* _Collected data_
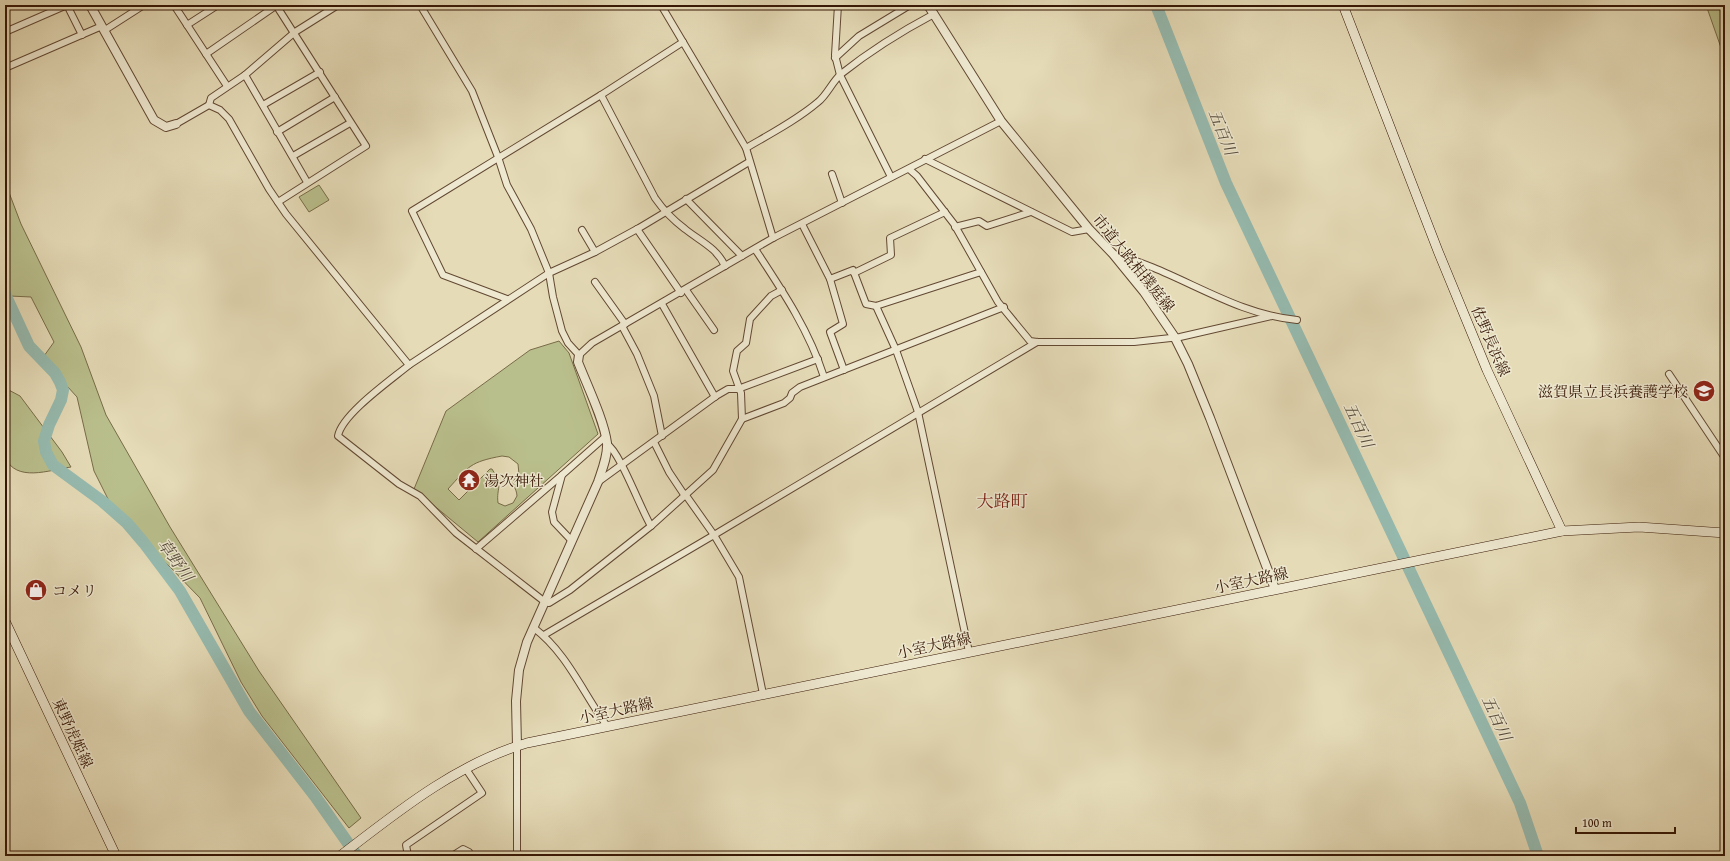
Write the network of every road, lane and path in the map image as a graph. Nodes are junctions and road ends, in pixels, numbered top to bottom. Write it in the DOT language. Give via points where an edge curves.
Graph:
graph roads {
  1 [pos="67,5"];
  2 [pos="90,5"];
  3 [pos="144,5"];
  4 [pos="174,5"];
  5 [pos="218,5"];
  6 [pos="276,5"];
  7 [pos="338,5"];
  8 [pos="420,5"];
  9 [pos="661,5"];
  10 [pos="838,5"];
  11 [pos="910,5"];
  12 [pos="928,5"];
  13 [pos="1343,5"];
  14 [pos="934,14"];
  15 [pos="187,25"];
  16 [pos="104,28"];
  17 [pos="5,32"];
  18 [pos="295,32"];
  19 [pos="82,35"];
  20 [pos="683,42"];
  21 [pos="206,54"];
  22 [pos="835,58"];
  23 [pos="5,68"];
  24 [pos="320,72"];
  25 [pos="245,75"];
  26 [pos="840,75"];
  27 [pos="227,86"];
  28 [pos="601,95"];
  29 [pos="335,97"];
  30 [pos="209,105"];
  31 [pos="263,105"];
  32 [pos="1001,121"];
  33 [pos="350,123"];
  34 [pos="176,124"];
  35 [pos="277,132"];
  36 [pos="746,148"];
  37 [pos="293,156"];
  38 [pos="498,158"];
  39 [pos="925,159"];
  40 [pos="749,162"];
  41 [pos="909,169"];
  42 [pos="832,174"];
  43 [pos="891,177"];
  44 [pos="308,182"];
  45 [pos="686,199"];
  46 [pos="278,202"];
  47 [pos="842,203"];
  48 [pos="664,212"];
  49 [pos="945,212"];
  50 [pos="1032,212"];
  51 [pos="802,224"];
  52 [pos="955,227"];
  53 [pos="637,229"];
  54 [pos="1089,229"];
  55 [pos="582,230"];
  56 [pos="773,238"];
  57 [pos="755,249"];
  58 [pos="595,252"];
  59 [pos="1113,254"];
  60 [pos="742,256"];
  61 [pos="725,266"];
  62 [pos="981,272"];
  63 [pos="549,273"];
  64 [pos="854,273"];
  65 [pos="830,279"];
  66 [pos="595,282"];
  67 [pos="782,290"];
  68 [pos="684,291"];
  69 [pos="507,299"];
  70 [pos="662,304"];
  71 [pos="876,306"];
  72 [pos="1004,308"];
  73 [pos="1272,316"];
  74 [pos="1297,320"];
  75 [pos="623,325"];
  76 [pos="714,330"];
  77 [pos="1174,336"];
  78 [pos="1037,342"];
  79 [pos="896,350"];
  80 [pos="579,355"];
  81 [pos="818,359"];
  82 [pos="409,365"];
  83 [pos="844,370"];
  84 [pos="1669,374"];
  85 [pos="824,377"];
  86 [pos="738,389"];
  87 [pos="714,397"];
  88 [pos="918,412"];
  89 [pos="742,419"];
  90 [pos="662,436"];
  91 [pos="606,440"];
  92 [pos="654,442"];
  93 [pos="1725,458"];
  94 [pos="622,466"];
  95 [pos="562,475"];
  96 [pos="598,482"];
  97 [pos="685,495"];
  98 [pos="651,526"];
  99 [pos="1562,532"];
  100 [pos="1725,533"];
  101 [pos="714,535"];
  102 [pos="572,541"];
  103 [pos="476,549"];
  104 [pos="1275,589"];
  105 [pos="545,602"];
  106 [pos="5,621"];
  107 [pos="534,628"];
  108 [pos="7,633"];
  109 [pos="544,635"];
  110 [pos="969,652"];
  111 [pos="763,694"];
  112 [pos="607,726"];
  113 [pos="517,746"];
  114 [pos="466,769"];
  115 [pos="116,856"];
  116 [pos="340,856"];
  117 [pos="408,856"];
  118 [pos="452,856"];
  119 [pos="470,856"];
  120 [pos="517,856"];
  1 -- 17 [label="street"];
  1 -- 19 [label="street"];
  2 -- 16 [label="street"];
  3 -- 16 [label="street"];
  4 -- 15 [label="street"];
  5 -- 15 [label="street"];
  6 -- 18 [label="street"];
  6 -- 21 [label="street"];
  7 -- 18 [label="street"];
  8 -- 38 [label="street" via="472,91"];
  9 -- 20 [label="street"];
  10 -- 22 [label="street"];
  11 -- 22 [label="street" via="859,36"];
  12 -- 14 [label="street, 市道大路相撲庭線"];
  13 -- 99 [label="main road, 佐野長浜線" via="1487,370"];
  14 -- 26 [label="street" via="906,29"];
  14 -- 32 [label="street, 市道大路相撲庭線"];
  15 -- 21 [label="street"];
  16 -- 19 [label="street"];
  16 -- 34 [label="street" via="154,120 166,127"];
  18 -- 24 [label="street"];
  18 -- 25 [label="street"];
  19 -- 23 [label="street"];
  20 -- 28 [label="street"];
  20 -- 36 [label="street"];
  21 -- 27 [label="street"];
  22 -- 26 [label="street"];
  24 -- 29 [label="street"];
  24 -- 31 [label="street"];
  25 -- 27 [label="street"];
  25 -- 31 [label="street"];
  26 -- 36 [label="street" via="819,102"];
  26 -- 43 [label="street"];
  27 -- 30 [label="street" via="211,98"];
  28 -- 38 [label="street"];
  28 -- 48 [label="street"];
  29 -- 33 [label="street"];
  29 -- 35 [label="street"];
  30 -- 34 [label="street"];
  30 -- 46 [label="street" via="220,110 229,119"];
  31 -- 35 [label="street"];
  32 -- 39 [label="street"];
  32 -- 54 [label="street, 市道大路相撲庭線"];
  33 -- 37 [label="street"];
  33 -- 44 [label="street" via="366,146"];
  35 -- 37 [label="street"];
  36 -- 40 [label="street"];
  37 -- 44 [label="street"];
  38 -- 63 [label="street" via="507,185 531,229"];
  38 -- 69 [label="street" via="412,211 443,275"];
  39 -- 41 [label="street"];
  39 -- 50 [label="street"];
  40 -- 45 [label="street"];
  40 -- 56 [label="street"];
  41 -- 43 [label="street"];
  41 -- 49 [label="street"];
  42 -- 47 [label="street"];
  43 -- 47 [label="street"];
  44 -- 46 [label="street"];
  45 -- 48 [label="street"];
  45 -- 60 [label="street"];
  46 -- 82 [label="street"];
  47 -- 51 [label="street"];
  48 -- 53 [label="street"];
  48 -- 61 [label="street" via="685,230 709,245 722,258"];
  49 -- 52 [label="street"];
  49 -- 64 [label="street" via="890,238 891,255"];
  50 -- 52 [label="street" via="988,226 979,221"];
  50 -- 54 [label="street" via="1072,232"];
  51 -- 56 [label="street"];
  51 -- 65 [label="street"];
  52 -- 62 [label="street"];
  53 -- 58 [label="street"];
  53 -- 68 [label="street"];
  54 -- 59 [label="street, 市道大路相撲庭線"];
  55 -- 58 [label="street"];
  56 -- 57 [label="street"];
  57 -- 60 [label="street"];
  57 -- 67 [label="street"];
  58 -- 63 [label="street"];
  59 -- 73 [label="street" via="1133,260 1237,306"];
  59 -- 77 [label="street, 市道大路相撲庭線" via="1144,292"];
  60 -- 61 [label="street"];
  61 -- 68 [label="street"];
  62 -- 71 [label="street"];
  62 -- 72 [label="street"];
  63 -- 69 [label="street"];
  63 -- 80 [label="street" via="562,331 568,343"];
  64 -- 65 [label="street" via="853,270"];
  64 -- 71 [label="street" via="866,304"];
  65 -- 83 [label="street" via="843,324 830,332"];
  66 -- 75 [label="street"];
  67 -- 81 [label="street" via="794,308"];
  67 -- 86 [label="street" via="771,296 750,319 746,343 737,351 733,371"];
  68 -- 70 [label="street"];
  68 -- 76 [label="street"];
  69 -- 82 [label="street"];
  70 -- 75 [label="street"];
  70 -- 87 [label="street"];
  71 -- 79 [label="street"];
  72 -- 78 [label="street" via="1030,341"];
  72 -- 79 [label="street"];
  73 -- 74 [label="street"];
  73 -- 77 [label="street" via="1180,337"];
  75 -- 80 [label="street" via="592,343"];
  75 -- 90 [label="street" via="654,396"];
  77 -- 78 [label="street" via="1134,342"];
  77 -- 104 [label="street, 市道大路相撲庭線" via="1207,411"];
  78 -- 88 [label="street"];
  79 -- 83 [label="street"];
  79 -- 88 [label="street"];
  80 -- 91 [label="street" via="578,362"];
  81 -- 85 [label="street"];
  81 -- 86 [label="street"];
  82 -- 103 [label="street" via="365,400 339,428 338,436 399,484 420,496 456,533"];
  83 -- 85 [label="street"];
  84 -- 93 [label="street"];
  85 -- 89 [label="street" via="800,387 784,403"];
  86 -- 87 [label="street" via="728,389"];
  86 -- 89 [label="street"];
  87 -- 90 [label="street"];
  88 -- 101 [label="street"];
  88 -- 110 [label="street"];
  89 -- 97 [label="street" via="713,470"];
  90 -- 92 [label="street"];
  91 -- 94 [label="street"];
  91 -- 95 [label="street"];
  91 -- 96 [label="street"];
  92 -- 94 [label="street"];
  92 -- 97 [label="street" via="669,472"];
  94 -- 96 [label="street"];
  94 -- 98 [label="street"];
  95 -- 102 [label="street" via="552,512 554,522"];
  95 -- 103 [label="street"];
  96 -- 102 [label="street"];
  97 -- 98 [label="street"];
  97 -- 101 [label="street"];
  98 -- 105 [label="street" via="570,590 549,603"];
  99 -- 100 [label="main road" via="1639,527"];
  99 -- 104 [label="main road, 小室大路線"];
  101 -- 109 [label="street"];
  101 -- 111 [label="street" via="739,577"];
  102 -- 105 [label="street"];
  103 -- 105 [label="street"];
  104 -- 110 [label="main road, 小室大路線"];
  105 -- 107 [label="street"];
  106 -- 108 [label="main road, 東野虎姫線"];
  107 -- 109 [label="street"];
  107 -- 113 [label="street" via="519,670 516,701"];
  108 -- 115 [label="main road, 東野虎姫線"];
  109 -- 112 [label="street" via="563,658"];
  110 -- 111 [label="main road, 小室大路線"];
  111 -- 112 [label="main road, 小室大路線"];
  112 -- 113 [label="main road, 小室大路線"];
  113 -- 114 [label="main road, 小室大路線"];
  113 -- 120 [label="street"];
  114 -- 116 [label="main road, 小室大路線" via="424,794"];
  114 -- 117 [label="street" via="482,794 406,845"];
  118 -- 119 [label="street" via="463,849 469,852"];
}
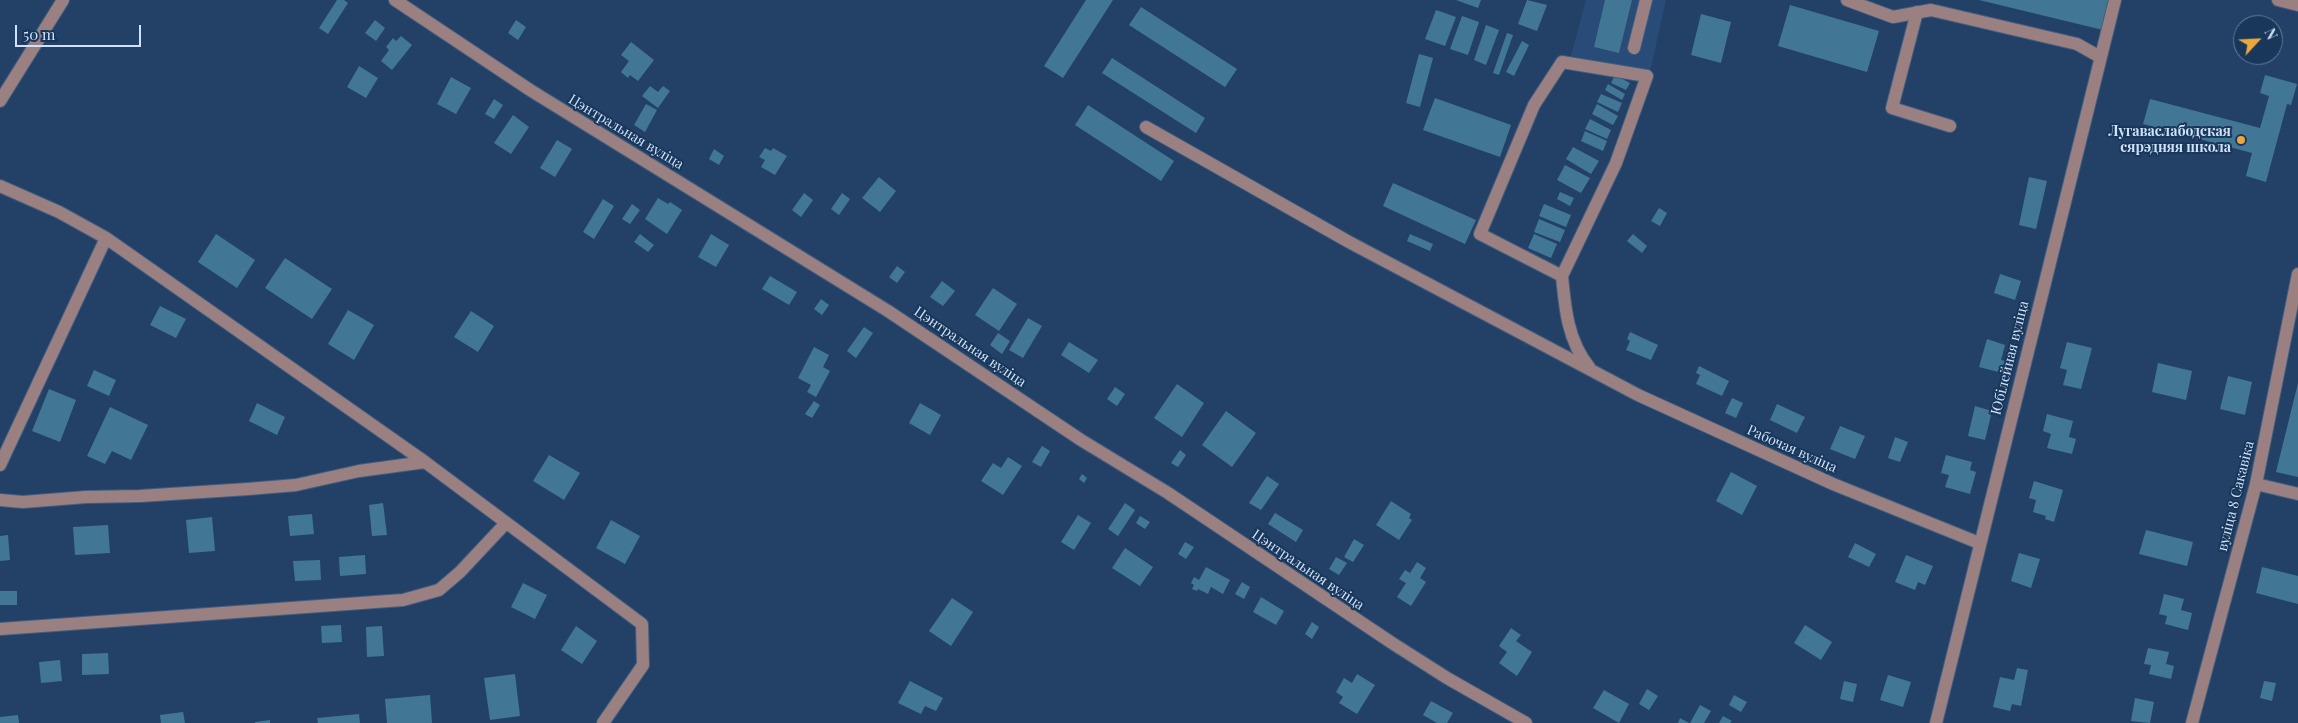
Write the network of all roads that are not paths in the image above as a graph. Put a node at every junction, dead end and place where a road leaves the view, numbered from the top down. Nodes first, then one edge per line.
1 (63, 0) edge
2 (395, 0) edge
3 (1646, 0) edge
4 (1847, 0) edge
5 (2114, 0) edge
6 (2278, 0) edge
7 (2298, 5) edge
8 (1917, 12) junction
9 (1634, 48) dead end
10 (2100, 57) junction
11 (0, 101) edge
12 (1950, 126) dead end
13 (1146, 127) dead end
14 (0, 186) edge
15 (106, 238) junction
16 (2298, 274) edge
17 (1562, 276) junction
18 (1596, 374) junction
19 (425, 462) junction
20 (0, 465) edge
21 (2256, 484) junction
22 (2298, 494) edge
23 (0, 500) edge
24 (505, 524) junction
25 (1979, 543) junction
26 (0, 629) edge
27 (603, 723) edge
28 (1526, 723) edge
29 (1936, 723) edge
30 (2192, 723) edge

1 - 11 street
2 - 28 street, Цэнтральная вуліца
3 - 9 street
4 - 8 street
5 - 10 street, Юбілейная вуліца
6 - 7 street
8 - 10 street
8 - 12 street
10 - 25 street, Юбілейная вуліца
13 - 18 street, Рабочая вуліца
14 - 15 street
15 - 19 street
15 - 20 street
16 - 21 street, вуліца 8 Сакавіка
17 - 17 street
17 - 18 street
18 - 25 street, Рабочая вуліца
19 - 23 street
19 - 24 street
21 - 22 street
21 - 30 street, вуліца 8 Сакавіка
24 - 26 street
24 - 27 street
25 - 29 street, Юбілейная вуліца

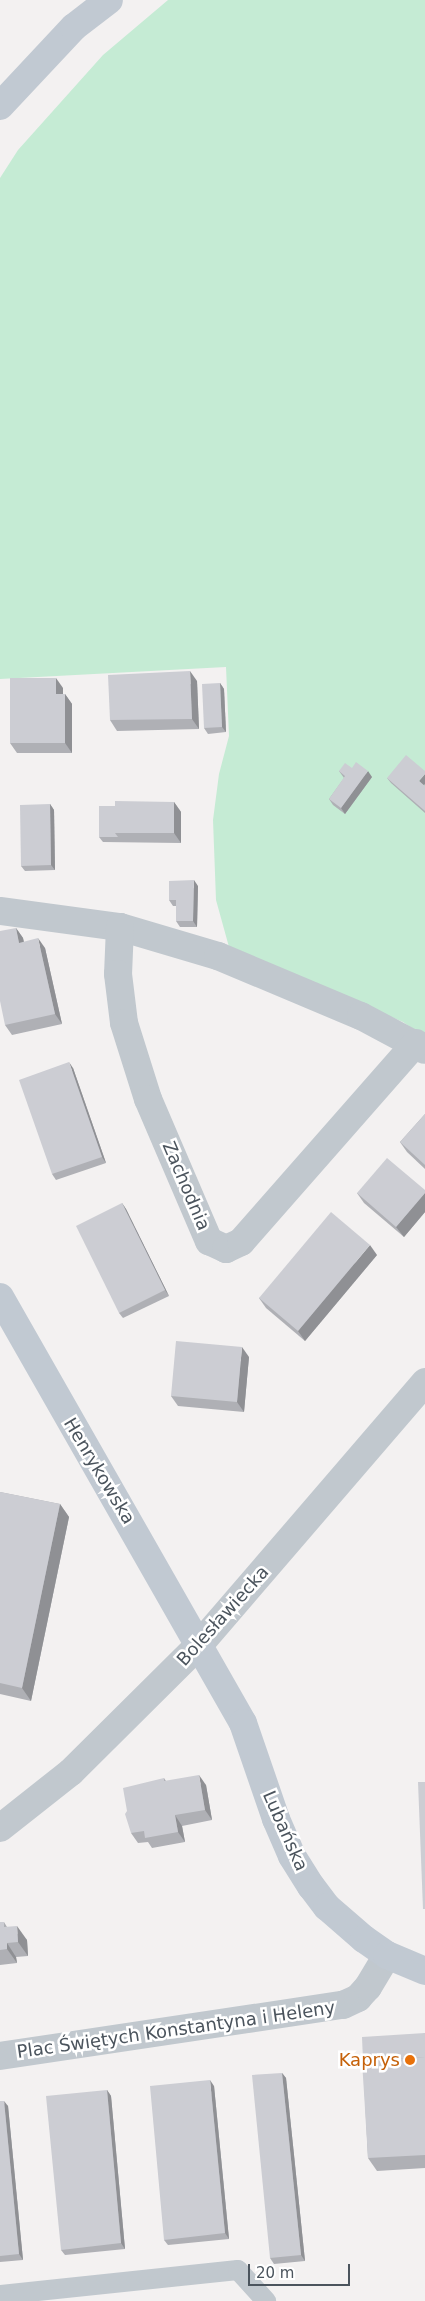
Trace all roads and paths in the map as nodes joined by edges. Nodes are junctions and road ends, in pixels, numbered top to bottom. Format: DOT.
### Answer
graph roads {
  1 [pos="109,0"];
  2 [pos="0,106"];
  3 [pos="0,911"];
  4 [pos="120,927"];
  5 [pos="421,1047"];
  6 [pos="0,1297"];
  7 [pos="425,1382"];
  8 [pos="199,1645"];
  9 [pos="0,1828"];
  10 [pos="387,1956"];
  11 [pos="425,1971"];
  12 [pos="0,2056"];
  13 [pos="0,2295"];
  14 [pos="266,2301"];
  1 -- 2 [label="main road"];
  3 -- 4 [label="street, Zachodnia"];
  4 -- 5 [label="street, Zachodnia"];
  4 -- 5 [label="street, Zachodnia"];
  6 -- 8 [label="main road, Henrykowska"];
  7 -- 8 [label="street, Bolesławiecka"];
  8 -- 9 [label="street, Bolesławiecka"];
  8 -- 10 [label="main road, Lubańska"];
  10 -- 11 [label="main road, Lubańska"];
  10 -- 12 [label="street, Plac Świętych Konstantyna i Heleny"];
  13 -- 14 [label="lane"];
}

* _What the exercise asks_
Wherever a line in the entries above holds "Bolesławiecka", copy that line.

* _Output of the task_
  7 -- 8 [label="street, Bolesławiecka"];
  8 -- 9 [label="street, Bolesławiecka"];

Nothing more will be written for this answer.